• **Exercise**
Copy out the data exactly as it appears, without a single image.

• **Task material**
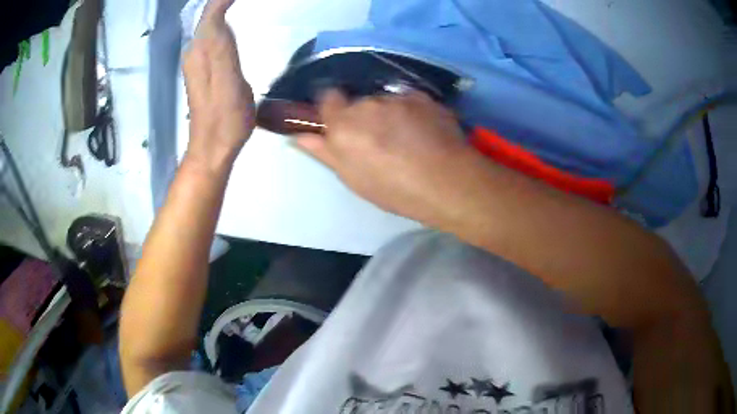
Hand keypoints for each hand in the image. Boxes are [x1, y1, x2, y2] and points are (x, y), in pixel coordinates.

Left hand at [182, 0, 253, 170]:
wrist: (212, 147)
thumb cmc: (226, 120)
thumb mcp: (228, 81)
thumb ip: (222, 46)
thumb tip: (218, 14)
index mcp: (202, 50)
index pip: (212, 11)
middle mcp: (195, 50)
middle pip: (208, 12)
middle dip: (224, 0)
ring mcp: (197, 58)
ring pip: (208, 21)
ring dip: (222, 7)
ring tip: (236, 2)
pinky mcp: (204, 66)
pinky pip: (211, 33)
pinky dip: (222, 19)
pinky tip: (231, 18)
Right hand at [295, 90, 474, 221]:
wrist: (446, 182)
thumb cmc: (393, 188)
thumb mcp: (352, 177)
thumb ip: (324, 151)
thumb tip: (299, 136)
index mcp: (343, 124)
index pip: (328, 98)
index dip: (335, 109)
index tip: (344, 125)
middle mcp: (367, 104)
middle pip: (360, 102)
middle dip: (365, 116)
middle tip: (381, 141)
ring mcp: (398, 98)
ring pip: (386, 102)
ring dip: (391, 114)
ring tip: (409, 139)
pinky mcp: (423, 97)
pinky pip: (410, 101)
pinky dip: (413, 112)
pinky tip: (425, 133)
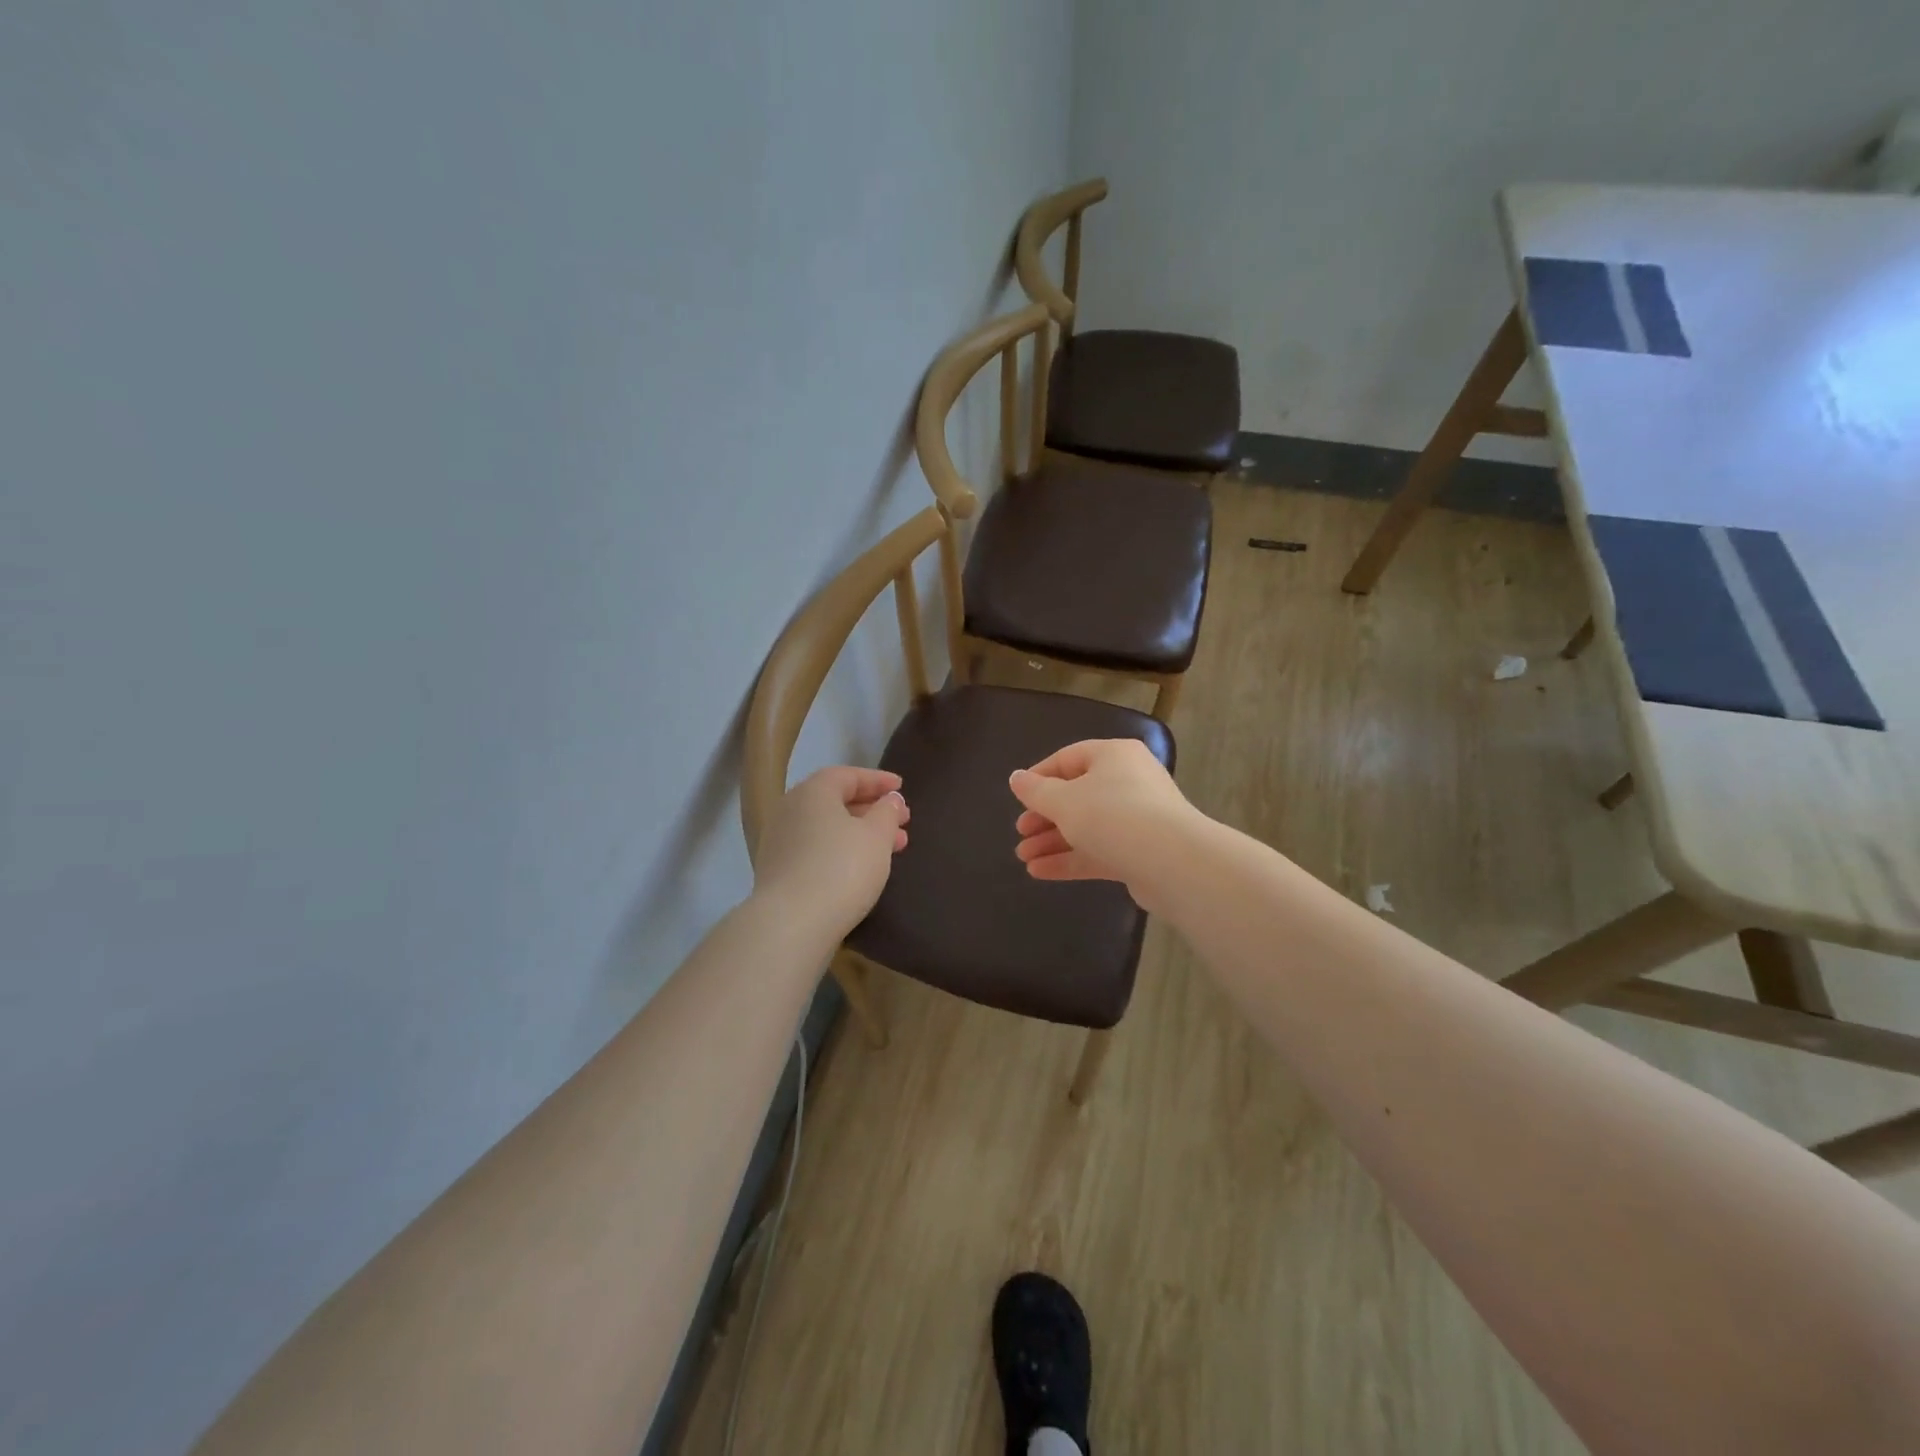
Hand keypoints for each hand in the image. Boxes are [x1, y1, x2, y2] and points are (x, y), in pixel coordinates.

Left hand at [753, 766, 909, 938]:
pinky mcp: (777, 871)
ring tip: (893, 848)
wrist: (791, 924)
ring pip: (827, 828)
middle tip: (902, 821)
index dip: (877, 780)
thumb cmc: (841, 869)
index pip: (847, 775)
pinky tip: (862, 867)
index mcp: (813, 792)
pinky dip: (842, 850)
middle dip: (872, 810)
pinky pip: (816, 849)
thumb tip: (891, 799)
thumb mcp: (876, 836)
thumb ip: (887, 812)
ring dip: (861, 833)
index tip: (901, 789)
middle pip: (836, 801)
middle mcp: (790, 810)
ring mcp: (779, 841)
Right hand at [1009, 739, 1197, 909]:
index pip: (1069, 758)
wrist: (1172, 862)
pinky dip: (1071, 859)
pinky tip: (1040, 872)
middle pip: (1078, 795)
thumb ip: (1036, 791)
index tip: (1017, 797)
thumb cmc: (1112, 815)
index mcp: (1114, 756)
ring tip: (1023, 858)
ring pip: (1088, 826)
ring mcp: (1138, 818)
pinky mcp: (1141, 852)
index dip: (1039, 776)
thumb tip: (1016, 778)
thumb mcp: (1064, 800)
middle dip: (1045, 816)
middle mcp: (1129, 781)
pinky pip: (1099, 850)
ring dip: (1053, 841)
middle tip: (1021, 832)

• **Solution to this task**
Hand keypoints for each hand in the image. Boxes are [x1, y1, x2, y2] and points are (x, y), in pixel coordinates.

Left hand at [182, 0, 253, 170]:
wrist: (212, 147)
thumb cmc: (226, 120)
thumb mcp: (228, 81)
thumb ip: (222, 46)
thumb tip: (218, 14)
index mcp: (202, 50)
index pip: (212, 11)
middle mcp: (195, 50)
middle pip: (208, 12)
middle dip: (224, 0)
ring mcp: (197, 58)
ring pip: (208, 21)
ring dip: (222, 7)
ring tip: (236, 2)
pinky mcp: (204, 66)
pinky pip: (211, 33)
pinky dip: (222, 19)
pinky tip: (231, 18)
Right hand at [295, 90, 474, 221]:
wrist: (446, 182)
thumb cmc: (393, 188)
thumb mcp: (352, 177)
thumb ip: (324, 151)
thumb tip: (299, 136)
index mcp: (343, 124)
index pip: (328, 98)
index dip: (335, 109)
index tip: (344, 125)
middle mcp: (367, 104)
middle pip: (360, 102)
middle dip: (365, 116)
middle tip: (381, 141)
ring mcp: (398, 98)
ring pip: (386, 102)
ring dip: (391, 114)
ring tip: (409, 139)
pinky mcp: (423, 97)
pinky pip: (410, 101)
pinky dip: (413, 112)
pinky tip: (425, 133)
Hand keypoints for each hand in the image. Boxes are [x1, y1, x2, y2] and points are (x, y), in pixel coordinates.

Left hand at [753, 766, 909, 938]:
pinky mcp: (777, 871)
ring tip: (893, 848)
wrist: (791, 924)
ring pip: (827, 828)
middle tip: (902, 821)
index dip: (877, 780)
thumb cmc: (841, 869)
index pip: (847, 775)
pinky tip: (862, 867)
index mcp: (813, 792)
pinky dip: (842, 850)
middle dip: (872, 810)
pinky pip: (816, 849)
thumb tip: (891, 799)
thumb mcp: (876, 836)
thumb ip: (887, 812)
ring dip: (861, 833)
index tip: (901, 789)
middle pip: (836, 801)
middle mcp: (790, 810)
ring mcp: (779, 841)
Right hand at [1009, 739, 1197, 909]:
index pip: (1069, 758)
wrist: (1172, 862)
pinky dip: (1071, 859)
pinky tip: (1040, 872)
middle pip: (1078, 795)
thumb ip: (1036, 791)
index tip: (1017, 797)
thumb cmc: (1112, 815)
index mcp: (1114, 756)
ring tip: (1023, 858)
ring pip: (1088, 826)
ring mcp: (1138, 818)
pinky mcp: (1141, 852)
index dip: (1039, 776)
thumb tip: (1016, 778)
thumb mcp: (1064, 800)
middle dip: (1045, 816)
middle mcp: (1129, 781)
pinky pip: (1099, 850)
ring dip: (1053, 841)
middle tip: (1021, 832)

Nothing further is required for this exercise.